In assisted reproductive technology, we take such control over the whole reproductive process that major changes in lifestyle are not necessary. We are in control over the ovaries, how quickly the eggs grow and how they are fertilized in the laboratory. It seems quite difficult to understand how any lifestyle change could possibly impact that technique. Having said that, we generally discourage patients from drinking. We say you should consider yourself to be pregnant from the time you start. We discourage them from overly vigorous exercise. I tell them not to start training for a marathon in the middle of a fertility cycle, but light exercise, or reasonable aerobic exercise, is OK. Having sex is OK, at least until the time the embryo is put back into the uterus. There are no special foods and no special restrictions on anything else. Really everything else is pretty much OK, because we're controlling everything in such a tight way that lifestyle really plays a very minor role at that level.
Are assisted reproductive technology treatments expensive?

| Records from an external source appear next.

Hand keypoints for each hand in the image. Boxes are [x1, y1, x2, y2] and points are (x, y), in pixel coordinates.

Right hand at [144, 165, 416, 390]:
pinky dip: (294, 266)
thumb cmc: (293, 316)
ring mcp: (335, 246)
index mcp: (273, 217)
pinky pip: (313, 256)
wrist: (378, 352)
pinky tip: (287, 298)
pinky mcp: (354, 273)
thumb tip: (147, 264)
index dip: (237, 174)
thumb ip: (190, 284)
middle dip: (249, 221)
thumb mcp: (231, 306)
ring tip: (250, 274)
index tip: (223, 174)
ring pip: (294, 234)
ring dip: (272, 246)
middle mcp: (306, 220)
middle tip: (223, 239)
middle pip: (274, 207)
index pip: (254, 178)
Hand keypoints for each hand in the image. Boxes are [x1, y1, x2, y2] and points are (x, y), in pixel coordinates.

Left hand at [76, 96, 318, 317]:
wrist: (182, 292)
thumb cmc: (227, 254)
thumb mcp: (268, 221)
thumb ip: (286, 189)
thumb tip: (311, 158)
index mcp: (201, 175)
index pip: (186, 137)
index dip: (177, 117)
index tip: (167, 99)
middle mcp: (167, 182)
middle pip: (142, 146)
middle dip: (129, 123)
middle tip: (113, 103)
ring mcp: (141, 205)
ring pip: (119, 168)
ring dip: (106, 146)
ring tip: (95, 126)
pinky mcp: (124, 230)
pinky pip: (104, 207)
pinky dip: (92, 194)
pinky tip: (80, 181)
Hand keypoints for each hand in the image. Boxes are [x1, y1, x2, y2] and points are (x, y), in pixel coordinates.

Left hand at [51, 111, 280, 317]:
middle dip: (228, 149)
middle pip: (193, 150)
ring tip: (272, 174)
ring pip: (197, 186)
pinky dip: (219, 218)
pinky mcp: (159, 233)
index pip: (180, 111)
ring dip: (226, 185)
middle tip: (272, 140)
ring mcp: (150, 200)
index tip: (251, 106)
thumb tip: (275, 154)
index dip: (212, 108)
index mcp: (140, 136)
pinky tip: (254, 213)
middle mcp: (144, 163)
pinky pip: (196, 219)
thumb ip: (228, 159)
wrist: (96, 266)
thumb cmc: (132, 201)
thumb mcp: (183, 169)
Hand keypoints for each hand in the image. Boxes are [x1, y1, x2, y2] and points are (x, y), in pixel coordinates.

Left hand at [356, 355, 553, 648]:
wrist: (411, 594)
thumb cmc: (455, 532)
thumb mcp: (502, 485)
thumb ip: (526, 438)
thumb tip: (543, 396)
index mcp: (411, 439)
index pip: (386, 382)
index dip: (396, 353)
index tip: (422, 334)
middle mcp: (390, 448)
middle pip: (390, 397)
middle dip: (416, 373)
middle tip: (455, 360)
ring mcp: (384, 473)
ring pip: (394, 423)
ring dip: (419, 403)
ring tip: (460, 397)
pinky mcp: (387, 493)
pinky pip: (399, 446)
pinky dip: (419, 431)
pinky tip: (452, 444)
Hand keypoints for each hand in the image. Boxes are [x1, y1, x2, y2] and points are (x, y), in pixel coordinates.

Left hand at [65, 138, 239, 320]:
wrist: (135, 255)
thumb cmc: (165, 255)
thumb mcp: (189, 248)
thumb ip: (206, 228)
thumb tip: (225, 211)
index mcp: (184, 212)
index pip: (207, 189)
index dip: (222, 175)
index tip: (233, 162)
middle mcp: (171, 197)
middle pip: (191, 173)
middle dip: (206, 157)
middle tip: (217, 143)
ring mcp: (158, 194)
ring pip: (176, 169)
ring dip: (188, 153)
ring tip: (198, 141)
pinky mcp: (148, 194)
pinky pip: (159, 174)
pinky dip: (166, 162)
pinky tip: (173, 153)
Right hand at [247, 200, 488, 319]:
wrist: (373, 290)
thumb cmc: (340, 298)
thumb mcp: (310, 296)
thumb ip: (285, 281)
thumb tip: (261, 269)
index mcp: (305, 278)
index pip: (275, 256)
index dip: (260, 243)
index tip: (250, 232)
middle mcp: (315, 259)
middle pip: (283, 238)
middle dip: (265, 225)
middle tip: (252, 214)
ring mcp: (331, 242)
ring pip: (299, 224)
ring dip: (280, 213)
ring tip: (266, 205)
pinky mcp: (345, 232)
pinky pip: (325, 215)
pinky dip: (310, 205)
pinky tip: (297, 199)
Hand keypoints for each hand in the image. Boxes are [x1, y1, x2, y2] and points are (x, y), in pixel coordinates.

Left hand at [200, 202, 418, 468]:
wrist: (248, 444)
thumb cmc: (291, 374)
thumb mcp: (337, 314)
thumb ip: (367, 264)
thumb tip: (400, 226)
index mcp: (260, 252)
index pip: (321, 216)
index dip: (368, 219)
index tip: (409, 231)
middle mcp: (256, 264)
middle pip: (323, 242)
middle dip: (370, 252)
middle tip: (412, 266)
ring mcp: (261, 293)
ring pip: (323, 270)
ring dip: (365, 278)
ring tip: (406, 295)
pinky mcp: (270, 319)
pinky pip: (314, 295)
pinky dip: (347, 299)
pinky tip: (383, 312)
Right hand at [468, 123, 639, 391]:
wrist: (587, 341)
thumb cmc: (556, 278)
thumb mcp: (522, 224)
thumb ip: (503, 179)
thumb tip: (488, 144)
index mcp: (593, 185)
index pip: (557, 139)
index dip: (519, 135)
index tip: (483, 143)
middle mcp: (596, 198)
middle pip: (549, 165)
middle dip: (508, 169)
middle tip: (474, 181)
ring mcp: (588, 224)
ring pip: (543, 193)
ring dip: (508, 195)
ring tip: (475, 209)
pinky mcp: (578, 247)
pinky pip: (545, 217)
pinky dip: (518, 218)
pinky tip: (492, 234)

Assisted reproductive technology in general is very labour intensive, both for the patient as well as of course the fertility clinic. The patient has to have multiple office visits, take multiple injections, and the clinic has to do ultrasounds, exams, blood tests, and then of course after the eggs are retrieved not only the egged or tubal process itself, but then all the work in the laboratory that involves finding the eggs, fertilising them, watching the embryos, and transferring them from dish to dish. So, quite a lot of work goes into this process and as a consequence IVF is quite expensive relatively speaking. A ball park figure in the United States is about $10,000 for one cycle. Some of that of course is the cost of the medication, but most of it is the cost to the clinic and to all the people that are doing the work. For comparison a minor surgical procedure in an outpatient surgery centre; such as a tubal ligation or a laparoscopy or an arthroscopy; all those procedures cost about $10,000 it's a ball park figure in that same kind of range. Medical intervention in general is quite expensive in the United States. There are very high standards for all the material that have to be used. Every piece of equipment has to be certified for human use and so on. So, the costs are quite high all the way along the way. From the perspective of a minor surgical procedure IVF is not that expensive, but compared with just going to the doctor for an office visit, of course it's quit expensive.
Do insurance plans normally cover assisted reproductive technology treatments?
It is an unfortunate fact that in the United States the majority of insurance plans do not cover infertility treatment. That is, of course, not the case everywhere, and it really depends on what state you live in. For example, a New York, Massachusetts, an Illinois, and Arkansas have mandated coverage, and that means that everyone that works and has health insurance in those states has infertility coverage. Most states of the union, however, do not have mandated coverage and as a consequence, infertility is not covered by most insurance plans. Of course, it depends on the individual. That is not universally true. We do have patients here in California that come in with insurance. But the majority of patients, I think need to expect that this is something they are going to have to pay for out of pocket.